§ **RECORDED INFORMATION**:
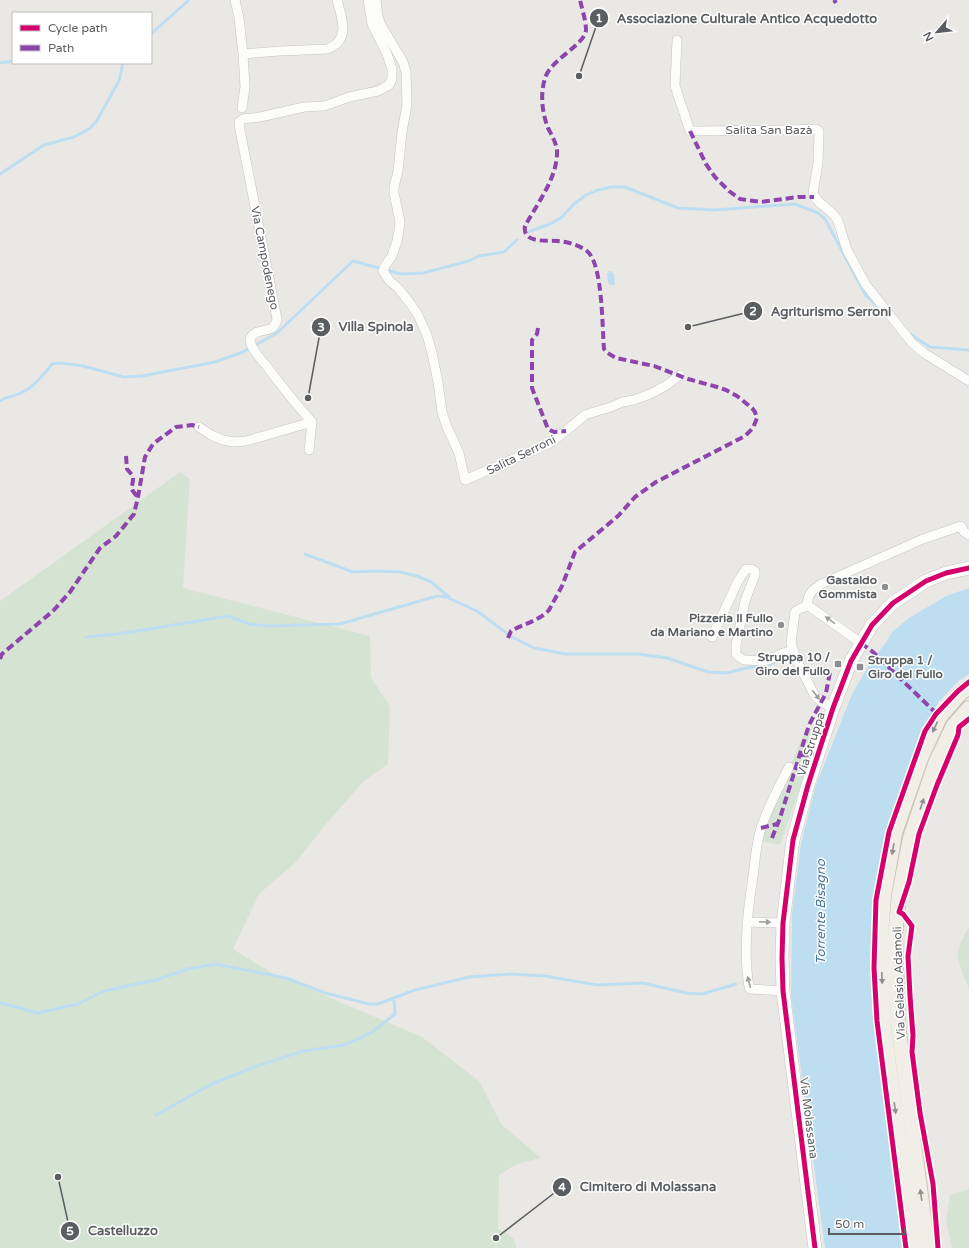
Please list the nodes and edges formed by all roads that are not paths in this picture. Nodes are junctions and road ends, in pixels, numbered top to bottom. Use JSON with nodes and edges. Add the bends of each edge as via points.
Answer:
{"nodes":[{"id":1,"x":235,"y":0,"type":"edge"},
{"id":2,"x":337,"y":0,"type":"edge"},
{"id":3,"x":368,"y":0,"type":"edge"},
{"id":4,"x":376,"y":0,"type":"edge"},
{"id":5,"x":677,"y":40,"type":"dead end"},
{"id":6,"x":243,"y":54,"type":"junction"},
{"id":7,"x":242,"y":108,"type":"dead end"},
{"id":8,"x":680,"y":375,"type":"dead end"},
{"id":9,"x":969,"y":381,"type":"edge"},
{"id":10,"x":312,"y":422,"type":"junction"},
{"id":11,"x":199,"y":427,"type":"dead end"},
{"id":12,"x":309,"y":450,"type":"dead end"},
{"id":13,"x":965,"y":525,"type":"edge"},
{"id":14,"x":969,"y":535,"type":"edge"},
{"id":15,"x":969,"y":568,"type":"edge"},
{"id":16,"x":806,"y":606,"type":"junction"},
{"id":17,"x":712,"y":637,"type":"dead end"},
{"id":18,"x":861,"y":643,"type":"junction"},
{"id":19,"x":793,"y":650,"type":"junction"},
{"id":20,"x":969,"y":687,"type":"edge"},
{"id":21,"x":833,"y":708,"type":"junction"},
{"id":22,"x":969,"y":708,"type":"edge"},
{"id":23,"x":789,"y":767,"type":"dead end"},
{"id":24,"x":747,"y":922,"type":"junction"},
{"id":25,"x":782,"y":923,"type":"junction"},
{"id":26,"x":782,"y":991,"type":"junction"},
{"id":27,"x":815,"y":1248,"type":"edge"},
{"id":28,"x":914,"y":1248,"type":"edge"},
{"id":29,"x":928,"y":1248,"type":"edge"}],
"edges":[{"from":1,"to":6,"type":"street","via":[[240,18]]},
{"from":2,"to":6,"type":"street","via":[[343,30],[341,40],[334,47]]},
{"from":3,"to":10,"type":"street","name":"Via Campodenego","via":[[372,24],[392,69],[389,85],[378,91],[324,106],[304,107],[243,119],[239,126],[277,319],[275,326],[251,337],[253,347]]},
{"from":4,"to":8,"type":"street","name":"Salita Serroni","via":[[381,25],[403,62],[408,91],[408,105],[394,187],[399,230],[392,256],[383,271],[412,306],[427,335],[442,412],[461,458],[466,480],[548,444],[585,415],[650,394]]},
{"from":5,"to":9,"type":"street","name":"Salita San Bazà","via":[[675,86],[690,131],[819,131],[814,197],[836,216],[854,265],[866,285],[918,349]]},
{"from":6,"to":7,"type":"street","via":[[245,87]]},
{"from":10,"to":11,"type":"street","via":[[246,441],[234,442],[211,435]]},
{"from":10,"to":12,"type":"street"},
{"from":13,"to":14,"type":"street","via":[[964,532]]},
{"from":13,"to":16,"type":"street","name":"Via Struppa","via":[[923,538],[827,581],[812,591]]},
{"from":15,"to":18,"type":"main road","name":"Via Struppa","via":[[946,573],[910,591],[872,625]]},
{"from":18,"to":16,"type":"street","one_way":true,"via":[[815,609]]},
{"from":16,"to":19,"type":"street","name":"Via Struppa","via":[[795,612],[790,644]]},
{"from":17,"to":19,"type":"street","via":[[738,581],[746,569],[750,569],[755,571],[755,575],[745,601],[736,645],[737,656],[744,660],[766,661]]},
{"from":18,"to":21,"type":"main road","name":"Via Struppa","via":[[851,661]]},
{"from":19,"to":21,"type":"street","name":"Via Struppa","one_way":true,"via":[[815,696]]},
{"from":20,"to":28,"type":"main road","name":"Via Gelasio Adamoli","one_way":true,"via":[[940,717],[921,758],[895,833],[884,896],[881,934],[884,1028]]},
{"from":21,"to":25,"type":"main road","name":"Via Struppa","via":[[793,840]]},
{"from":29,"to":22,"type":"main road","name":"Via Gelasio Adamoli","one_way":true,"via":[[898,1026],[895,936],[899,895],[910,838],[935,764],[953,726]]},
{"from":23,"to":24,"type":"street","via":[[761,828]]},
{"from":24,"to":25,"type":"street","one_way":true},
{"from":26,"to":24,"type":"street","one_way":true,"via":[[750,989],[747,968]]},
{"from":25,"to":26,"type":"main road","name":"Via Struppa"},
{"from":26,"to":27,"type":"main road","name":"Via Molassana"}]}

§ **YOUR ASSIGNMENT**: Print each line of the listing exactly and include no pictures.

§ **TASK ANSWER**:
Please list the nodes and edges formed by all roads that are not paths in this picture. Nodes are junctions and road ends, in pixels, numbered top to bottom. Use JSON with nodes and edges. Add the bends of each edge as via points.
Answer:
{"nodes":[{"id":1,"x":235,"y":0,"type":"edge"},
{"id":2,"x":337,"y":0,"type":"edge"},
{"id":3,"x":368,"y":0,"type":"edge"},
{"id":4,"x":376,"y":0,"type":"edge"},
{"id":5,"x":677,"y":40,"type":"dead end"},
{"id":6,"x":243,"y":54,"type":"junction"},
{"id":7,"x":242,"y":108,"type":"dead end"},
{"id":8,"x":680,"y":375,"type":"dead end"},
{"id":9,"x":969,"y":381,"type":"edge"},
{"id":10,"x":312,"y":422,"type":"junction"},
{"id":11,"x":199,"y":427,"type":"dead end"},
{"id":12,"x":309,"y":450,"type":"dead end"},
{"id":13,"x":965,"y":525,"type":"edge"},
{"id":14,"x":969,"y":535,"type":"edge"},
{"id":15,"x":969,"y":568,"type":"edge"},
{"id":16,"x":806,"y":606,"type":"junction"},
{"id":17,"x":712,"y":637,"type":"dead end"},
{"id":18,"x":861,"y":643,"type":"junction"},
{"id":19,"x":793,"y":650,"type":"junction"},
{"id":20,"x":969,"y":687,"type":"edge"},
{"id":21,"x":833,"y":708,"type":"junction"},
{"id":22,"x":969,"y":708,"type":"edge"},
{"id":23,"x":789,"y":767,"type":"dead end"},
{"id":24,"x":747,"y":922,"type":"junction"},
{"id":25,"x":782,"y":923,"type":"junction"},
{"id":26,"x":782,"y":991,"type":"junction"},
{"id":27,"x":815,"y":1248,"type":"edge"},
{"id":28,"x":914,"y":1248,"type":"edge"},
{"id":29,"x":928,"y":1248,"type":"edge"}],
"edges":[{"from":1,"to":6,"type":"street","via":[[240,18]]},
{"from":2,"to":6,"type":"street","via":[[343,30],[341,40],[334,47]]},
{"from":3,"to":10,"type":"street","name":"Via Campodenego","via":[[372,24],[392,69],[389,85],[378,91],[324,106],[304,107],[243,119],[239,126],[277,319],[275,326],[251,337],[253,347]]},
{"from":4,"to":8,"type":"street","name":"Salita Serroni","via":[[381,25],[403,62],[408,91],[408,105],[394,187],[399,230],[392,256],[383,271],[412,306],[427,335],[442,412],[461,458],[466,480],[548,444],[585,415],[650,394]]},
{"from":5,"to":9,"type":"street","name":"Salita San Bazà","via":[[675,86],[690,131],[819,131],[814,197],[836,216],[854,265],[866,285],[918,349]]},
{"from":6,"to":7,"type":"street","via":[[245,87]]},
{"from":10,"to":11,"type":"street","via":[[246,441],[234,442],[211,435]]},
{"from":10,"to":12,"type":"street"},
{"from":13,"to":14,"type":"street","via":[[964,532]]},
{"from":13,"to":16,"type":"street","name":"Via Struppa","via":[[923,538],[827,581],[812,591]]},
{"from":15,"to":18,"type":"main road","name":"Via Struppa","via":[[946,573],[910,591],[872,625]]},
{"from":18,"to":16,"type":"street","one_way":true,"via":[[815,609]]},
{"from":16,"to":19,"type":"street","name":"Via Struppa","via":[[795,612],[790,644]]},
{"from":17,"to":19,"type":"street","via":[[738,581],[746,569],[750,569],[755,571],[755,575],[745,601],[736,645],[737,656],[744,660],[766,661]]},
{"from":18,"to":21,"type":"main road","name":"Via Struppa","via":[[851,661]]},
{"from":19,"to":21,"type":"street","name":"Via Struppa","one_way":true,"via":[[815,696]]},
{"from":20,"to":28,"type":"main road","name":"Via Gelasio Adamoli","one_way":true,"via":[[940,717],[921,758],[895,833],[884,896],[881,934],[884,1028]]},
{"from":21,"to":25,"type":"main road","name":"Via Struppa","via":[[793,840]]},
{"from":29,"to":22,"type":"main road","name":"Via Gelasio Adamoli","one_way":true,"via":[[898,1026],[895,936],[899,895],[910,838],[935,764],[953,726]]},
{"from":23,"to":24,"type":"street","via":[[761,828]]},
{"from":24,"to":25,"type":"street","one_way":true},
{"from":26,"to":24,"type":"street","one_way":true,"via":[[750,989],[747,968]]},
{"from":25,"to":26,"type":"main road","name":"Via Struppa"},
{"from":26,"to":27,"type":"main road","name":"Via Molassana"}]}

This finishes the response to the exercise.